US national default: The funny side

What’s funny about the United States defaulting on its debt repayments, losing its triple-A credit rating, and sending the world into a financial crisis that makes 2008 look like child’s play? Exactly. Although you wouldn’t be able to tell from all the joking that’s been going on in the American media of late. Here Daily Maverick ranks the jokes from the least funny to the most. Not. By KEVIN BLOOM.

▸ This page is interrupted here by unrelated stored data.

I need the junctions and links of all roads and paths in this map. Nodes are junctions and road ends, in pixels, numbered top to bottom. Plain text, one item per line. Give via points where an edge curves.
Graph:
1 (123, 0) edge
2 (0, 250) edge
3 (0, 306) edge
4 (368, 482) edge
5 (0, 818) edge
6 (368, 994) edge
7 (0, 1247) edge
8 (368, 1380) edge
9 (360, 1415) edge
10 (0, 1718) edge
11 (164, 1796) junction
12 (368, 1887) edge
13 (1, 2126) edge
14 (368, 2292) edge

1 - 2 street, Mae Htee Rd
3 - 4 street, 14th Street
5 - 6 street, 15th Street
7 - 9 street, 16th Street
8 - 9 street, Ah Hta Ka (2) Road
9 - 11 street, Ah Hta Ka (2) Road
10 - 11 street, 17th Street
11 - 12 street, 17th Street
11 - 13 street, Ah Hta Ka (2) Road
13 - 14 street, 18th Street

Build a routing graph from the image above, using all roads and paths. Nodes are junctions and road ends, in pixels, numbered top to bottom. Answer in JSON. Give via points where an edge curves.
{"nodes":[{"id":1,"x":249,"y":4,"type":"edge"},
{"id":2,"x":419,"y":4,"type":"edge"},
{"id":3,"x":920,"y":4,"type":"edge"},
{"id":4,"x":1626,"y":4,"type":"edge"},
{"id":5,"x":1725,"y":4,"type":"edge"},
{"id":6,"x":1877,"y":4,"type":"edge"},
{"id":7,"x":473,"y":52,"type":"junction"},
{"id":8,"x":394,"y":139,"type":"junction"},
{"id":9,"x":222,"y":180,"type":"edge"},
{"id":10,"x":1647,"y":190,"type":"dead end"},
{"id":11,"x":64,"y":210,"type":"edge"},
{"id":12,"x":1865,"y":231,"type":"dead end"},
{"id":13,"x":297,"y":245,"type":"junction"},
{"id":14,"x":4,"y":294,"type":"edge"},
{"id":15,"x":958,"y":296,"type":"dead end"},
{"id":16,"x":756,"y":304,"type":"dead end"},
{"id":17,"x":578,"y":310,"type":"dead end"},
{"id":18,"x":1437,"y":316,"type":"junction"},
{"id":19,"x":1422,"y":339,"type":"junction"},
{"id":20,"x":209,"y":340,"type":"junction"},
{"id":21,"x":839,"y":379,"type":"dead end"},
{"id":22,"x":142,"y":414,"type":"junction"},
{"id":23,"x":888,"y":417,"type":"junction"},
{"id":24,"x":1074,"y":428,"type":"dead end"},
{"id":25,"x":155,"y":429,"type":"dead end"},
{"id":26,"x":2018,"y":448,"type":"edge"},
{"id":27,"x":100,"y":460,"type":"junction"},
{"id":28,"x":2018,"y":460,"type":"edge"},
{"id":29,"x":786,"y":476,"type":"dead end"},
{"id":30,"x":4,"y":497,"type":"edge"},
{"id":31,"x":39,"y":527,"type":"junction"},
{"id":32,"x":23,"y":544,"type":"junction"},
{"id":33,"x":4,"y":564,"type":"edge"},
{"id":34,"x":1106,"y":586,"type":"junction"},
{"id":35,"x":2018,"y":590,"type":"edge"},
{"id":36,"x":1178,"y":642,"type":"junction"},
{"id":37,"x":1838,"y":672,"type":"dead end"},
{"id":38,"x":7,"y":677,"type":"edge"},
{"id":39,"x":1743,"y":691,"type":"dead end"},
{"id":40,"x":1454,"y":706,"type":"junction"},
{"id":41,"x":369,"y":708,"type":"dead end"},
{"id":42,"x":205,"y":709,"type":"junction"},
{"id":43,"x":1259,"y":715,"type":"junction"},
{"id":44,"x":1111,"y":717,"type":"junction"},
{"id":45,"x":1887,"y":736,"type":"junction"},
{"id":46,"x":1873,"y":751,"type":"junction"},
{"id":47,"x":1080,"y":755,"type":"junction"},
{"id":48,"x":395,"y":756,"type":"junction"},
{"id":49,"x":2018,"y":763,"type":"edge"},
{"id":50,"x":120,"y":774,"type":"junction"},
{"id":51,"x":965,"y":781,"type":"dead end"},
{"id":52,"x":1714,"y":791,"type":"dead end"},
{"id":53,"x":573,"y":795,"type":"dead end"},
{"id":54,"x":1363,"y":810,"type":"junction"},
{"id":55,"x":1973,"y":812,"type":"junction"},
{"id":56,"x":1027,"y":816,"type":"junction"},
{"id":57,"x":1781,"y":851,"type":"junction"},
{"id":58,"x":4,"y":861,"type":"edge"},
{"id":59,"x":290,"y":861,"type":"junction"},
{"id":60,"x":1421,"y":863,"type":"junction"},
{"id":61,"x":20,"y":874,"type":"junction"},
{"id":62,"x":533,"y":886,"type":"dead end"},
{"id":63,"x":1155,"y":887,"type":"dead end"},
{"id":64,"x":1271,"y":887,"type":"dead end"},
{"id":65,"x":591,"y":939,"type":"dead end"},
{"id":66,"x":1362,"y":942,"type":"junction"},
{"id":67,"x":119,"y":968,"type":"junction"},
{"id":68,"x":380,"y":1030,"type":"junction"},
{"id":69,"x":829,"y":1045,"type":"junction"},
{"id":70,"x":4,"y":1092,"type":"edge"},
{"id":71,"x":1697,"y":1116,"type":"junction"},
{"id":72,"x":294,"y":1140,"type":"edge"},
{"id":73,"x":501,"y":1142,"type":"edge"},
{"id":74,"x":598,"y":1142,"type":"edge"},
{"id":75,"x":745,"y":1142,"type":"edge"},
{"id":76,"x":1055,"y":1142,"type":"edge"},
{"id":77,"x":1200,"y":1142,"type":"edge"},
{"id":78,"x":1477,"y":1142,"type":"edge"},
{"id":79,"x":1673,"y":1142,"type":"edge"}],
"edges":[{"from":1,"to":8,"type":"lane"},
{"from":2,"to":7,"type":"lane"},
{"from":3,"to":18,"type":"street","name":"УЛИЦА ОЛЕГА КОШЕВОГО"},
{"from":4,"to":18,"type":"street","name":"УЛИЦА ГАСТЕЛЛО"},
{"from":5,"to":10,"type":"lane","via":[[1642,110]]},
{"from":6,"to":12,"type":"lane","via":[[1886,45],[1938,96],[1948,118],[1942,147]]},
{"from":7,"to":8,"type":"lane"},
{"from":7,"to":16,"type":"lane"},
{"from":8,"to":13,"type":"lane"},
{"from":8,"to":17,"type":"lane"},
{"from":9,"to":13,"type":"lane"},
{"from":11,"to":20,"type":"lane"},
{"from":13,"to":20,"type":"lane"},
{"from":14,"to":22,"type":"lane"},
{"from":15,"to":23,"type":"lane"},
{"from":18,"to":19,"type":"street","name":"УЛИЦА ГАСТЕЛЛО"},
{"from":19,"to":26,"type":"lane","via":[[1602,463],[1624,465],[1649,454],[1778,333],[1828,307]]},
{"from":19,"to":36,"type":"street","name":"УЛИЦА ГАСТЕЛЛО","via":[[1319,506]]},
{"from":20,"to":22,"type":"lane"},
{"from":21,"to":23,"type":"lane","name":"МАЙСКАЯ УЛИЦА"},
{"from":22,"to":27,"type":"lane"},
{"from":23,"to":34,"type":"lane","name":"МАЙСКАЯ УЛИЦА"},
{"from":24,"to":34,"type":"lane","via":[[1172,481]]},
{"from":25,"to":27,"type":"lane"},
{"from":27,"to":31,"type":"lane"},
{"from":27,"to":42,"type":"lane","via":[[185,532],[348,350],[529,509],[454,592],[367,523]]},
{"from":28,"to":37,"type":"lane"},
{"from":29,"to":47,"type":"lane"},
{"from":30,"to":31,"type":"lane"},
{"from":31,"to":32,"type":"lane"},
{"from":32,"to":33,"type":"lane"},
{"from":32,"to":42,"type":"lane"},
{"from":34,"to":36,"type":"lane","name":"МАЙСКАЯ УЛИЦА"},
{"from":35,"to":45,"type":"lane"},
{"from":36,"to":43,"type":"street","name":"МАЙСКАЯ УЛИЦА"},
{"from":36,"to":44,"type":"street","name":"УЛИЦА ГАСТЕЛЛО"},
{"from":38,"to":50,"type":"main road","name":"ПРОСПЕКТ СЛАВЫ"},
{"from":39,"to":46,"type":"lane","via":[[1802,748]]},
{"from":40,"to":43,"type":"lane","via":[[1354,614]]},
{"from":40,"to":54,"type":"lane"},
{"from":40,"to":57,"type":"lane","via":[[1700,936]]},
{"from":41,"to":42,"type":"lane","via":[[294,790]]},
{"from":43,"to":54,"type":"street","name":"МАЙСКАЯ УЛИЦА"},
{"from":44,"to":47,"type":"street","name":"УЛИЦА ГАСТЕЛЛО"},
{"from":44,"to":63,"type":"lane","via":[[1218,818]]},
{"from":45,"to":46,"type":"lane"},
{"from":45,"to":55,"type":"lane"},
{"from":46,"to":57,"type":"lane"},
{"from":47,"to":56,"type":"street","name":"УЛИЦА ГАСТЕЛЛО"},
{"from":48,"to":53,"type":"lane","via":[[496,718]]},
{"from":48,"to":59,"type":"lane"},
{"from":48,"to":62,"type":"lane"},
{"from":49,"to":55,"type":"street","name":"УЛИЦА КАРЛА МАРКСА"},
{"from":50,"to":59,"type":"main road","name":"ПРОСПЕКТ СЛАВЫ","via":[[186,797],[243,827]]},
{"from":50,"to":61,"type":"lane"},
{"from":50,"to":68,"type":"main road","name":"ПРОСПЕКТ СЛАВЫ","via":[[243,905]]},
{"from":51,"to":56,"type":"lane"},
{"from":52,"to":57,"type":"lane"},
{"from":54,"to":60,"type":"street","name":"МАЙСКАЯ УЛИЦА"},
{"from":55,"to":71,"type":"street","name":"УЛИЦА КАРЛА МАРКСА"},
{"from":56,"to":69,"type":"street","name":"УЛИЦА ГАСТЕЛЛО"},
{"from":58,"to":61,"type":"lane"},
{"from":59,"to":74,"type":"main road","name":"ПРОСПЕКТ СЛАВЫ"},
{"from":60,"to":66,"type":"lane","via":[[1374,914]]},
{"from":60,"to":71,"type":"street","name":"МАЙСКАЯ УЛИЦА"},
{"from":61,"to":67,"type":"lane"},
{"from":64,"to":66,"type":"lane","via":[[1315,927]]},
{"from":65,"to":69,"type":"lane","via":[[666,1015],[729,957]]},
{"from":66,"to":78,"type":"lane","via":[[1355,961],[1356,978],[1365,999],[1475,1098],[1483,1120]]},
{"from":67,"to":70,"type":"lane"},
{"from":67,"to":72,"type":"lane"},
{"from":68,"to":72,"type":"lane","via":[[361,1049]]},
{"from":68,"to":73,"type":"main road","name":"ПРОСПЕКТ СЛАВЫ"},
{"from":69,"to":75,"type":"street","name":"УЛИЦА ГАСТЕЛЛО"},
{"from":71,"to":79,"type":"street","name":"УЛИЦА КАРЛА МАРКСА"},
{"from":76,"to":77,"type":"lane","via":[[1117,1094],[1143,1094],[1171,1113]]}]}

“The debt ceiling debate is such a mess right now, Al Qaeda is desperately trying to find a way to take credit for it.” This is what Jimmy Kimmel said on his ABC talk-show a few nights ago, and it’s not funny. In fact, now that American media has taken to responding to the debt crisis with wild and hysterical laughter – dark prognostications of a second global recession, it seems, have started to outlive their news value – it’s probably the unfunniest quip of them all. Why? Because, well, the Navy Seal Team that assassinated Osama bin Laden can sadly not be deployed against the Tea Partyers who got their country into this mess; a few months after successfully shooting the free world’s most terrifying menace, the US is now about to shoot itself. It’s the perfect definition of a tragedy, a set of fatally destructive circumstances of the protagonist’s own making. And tragedies, as we know, aren’t funny.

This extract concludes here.